Dr. Lexchin, who is part of the 12-member advisory board of Open Pharma, said the rich data made available through the
Physician Payments Sunshine Act in the U.S. since 2014 has allowed researchers to elucidate how industry money can influence
physicians’ prescribing behaviour.
Bringing drug-industry payments out of the shadows could also help prevent a repeat of a recent debacle over opioid guidelines,
the group argues.
Health Minister Jane Philpott ordered an external review of Canada’s new official guidelines on how the powerful
painkillers should be used in chronic pain cases after The Globe and Mail revealed that a doctor who had a vote on the final
version had financial ties to the pharmaceutical industry. A third of the individuals who crafted the guidelines also had
ties to the industry.
Open Pharma’s call comes as the Canadian branches of 10 large pharmaceutical companies prepare to voluntarily
release the total amounts they paid to health-care providers and health-care organizations, such as hospitals and universities,
last year. But the drug makers won’t reveal their payments to individual doctors when they post the information
to their websites on June 20.
“I think it’s meaningless,” said Andrew Boozary, a resident physician at St. Michael’s
Hospital in Toronto. “You have this big aggregate number. What does that mean for the patient who’s sitting
in front of their physician?”
Dr. Boozary, who is also a visiting scientist at Harvard’s School of Public Health and a former adviser to Ontario’s
Ministry of Health and Long-Term Care, is leading the Open Pharma effort.

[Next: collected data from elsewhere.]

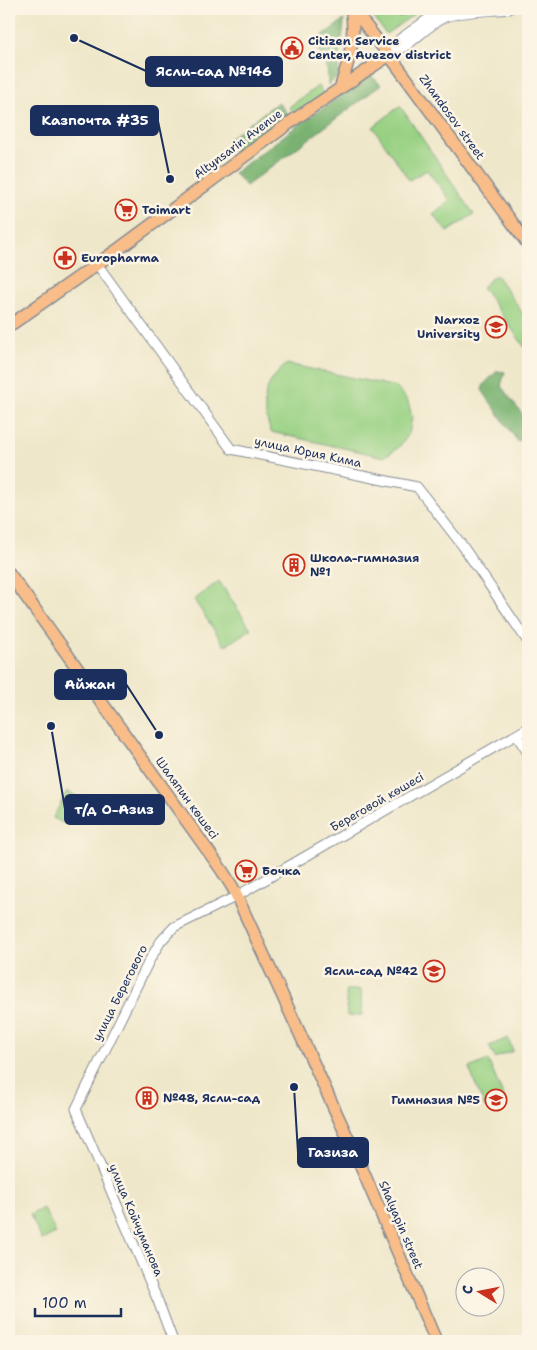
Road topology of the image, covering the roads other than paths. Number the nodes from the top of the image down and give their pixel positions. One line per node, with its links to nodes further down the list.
1 (352, 9): 6 (main road, Zhandosov street); 7 (main road)
2 (362, 9): 3 (main road)
3 (403, 9)
4 (442, 9): 6 (street)
5 (509, 9): 6 (street)
6 (388, 56): 7 (main road, Altynsarin Avenue); 8 (main road, Zhandosov street)
7 (340, 89): 9 (main road, Altynsarin Avenue)
8 (528, 244)
9 (98, 264): 10 (main road, Altynsarin Avenue); 12 (street, улица Юрия Кима)
10 (9, 326)
11 (9, 573): 16 (main road, Шаляпин көшесі)
12 (528, 642)
13 (528, 728): 14 (street, Береговой көшесі)
14 (517, 736): 15 (street); 16 (street, Береговой көшесі)
15 (528, 753)
16 (237, 896): 17 (street, улица Берегового); 19 (main road, Shalyapin street)
17 (76, 1109): 18 (street, улица Койчуманова)
18 (173, 1341)
19 (436, 1341)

Among the other medical heavyweights on the group’s board are Danielle Martin, a family doctor at Toronto’s
Women’s College Hospital whose book Better Now: Six Big Ideas to Improve Health Care for All Canadians was published
earlier this year; Joshua Tepper, the president of Health Quality Ontario, an agency that advises the province on improving
the health-care system; and Andreas Laupacis, the executive director of the Li Ka Shing Knowledge Institute at St. Michael’s
Innovative Medicines Canada (IMC), which represents brand-name drug companies, concedes that the June 20 disclosure is
simply a first step and far from a “perfect” one.
Only 10 of IMC’s 45 member companies agreed to take part: AbbVie Corporation; Amgen Canada Inc.; Bristol-Myers
Squibb Canada Inc.; Eli Lilly Canada Inc.; Gilead Sciences Canada Inc.; GlaxoSmithKline Inc.; Roche Canada; Merck Canada Inc.;
Novartis Pharmaceuticals Canada Inc.; and Purdue Pharma Canada.

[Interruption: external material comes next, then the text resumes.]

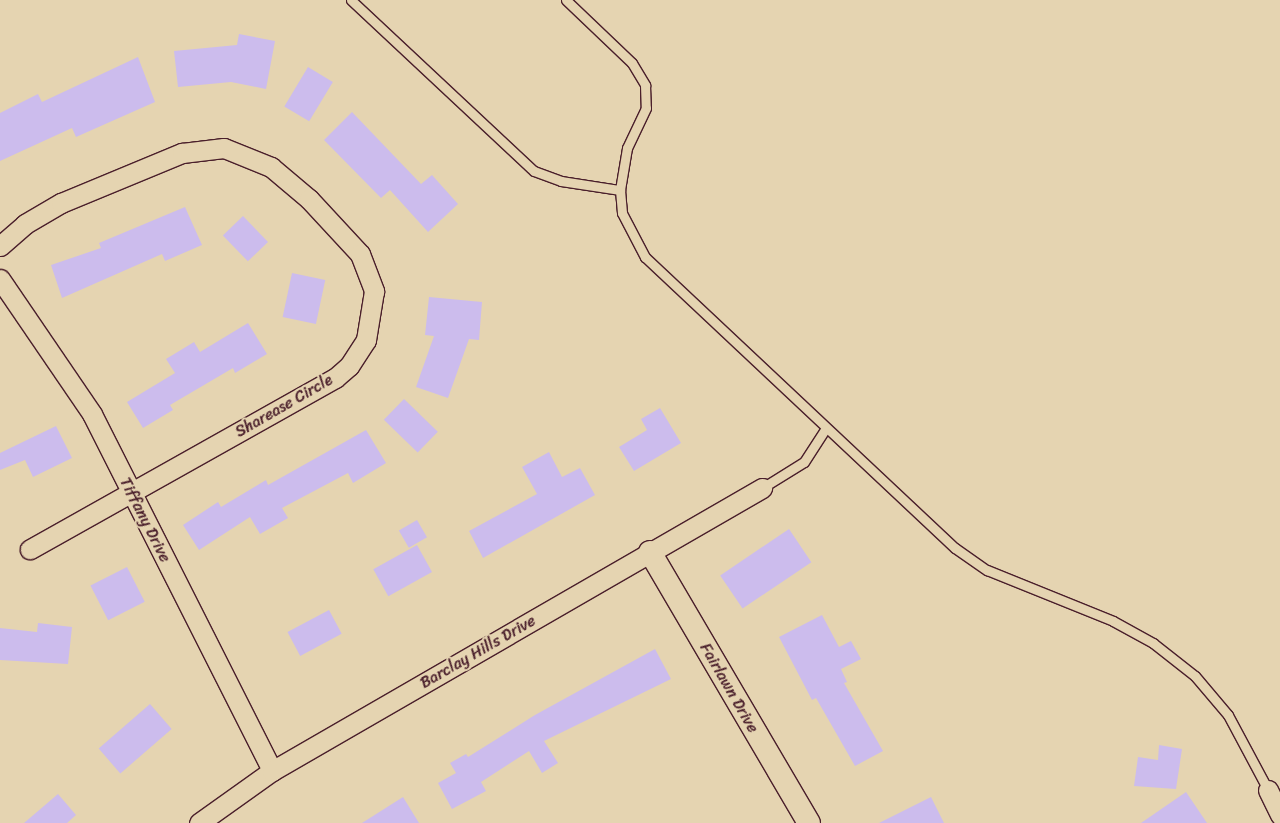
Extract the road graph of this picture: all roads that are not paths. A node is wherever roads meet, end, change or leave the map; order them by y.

Chrisoula Nikidis, vice-president of ethics, integrity and governance at IMC, said the participating companies decided
to publish aggregate totals in part because the doctors they consulted informally balked at having their payment information
released. The U.S. legislation makes it mandatory.
“I’m personally not a fan of the piece of legislation that’s taken place in the U.S. I’ve
seen it, I’ve studied it,” Ms. Nikidis said. “I’m not sure of the usefulness of capturing,
you know, $3 cups of coffee … I think we’ve done well self-regulating here. I’m proud of this
first step we’ve taken.” (The U.S. legislation requires disclosure of payments more than $10.)
The Canadian Medical Association, meanwhile, says physicians favour more transparency. The CMA, which represents doctors
across the country, passed a resolution in 2012 calling on pharmaceutical companies to disclose their payments to doctors.
“[The resolution] shows that, very clearly, physicians and the profession are ready for this type of information
to be made public,” said Jeff Blackmer, the CMA’s vice-president for medical professionalism. “We
don’t feel like we have anything to hide.”
Andrew MacKendrick, a spokesman for Dr. Philpott, said that while financial transparency in medicine is best left to the
provincial and territorial governments, “We always remain open to new approaches to increase transparency for Canadians.”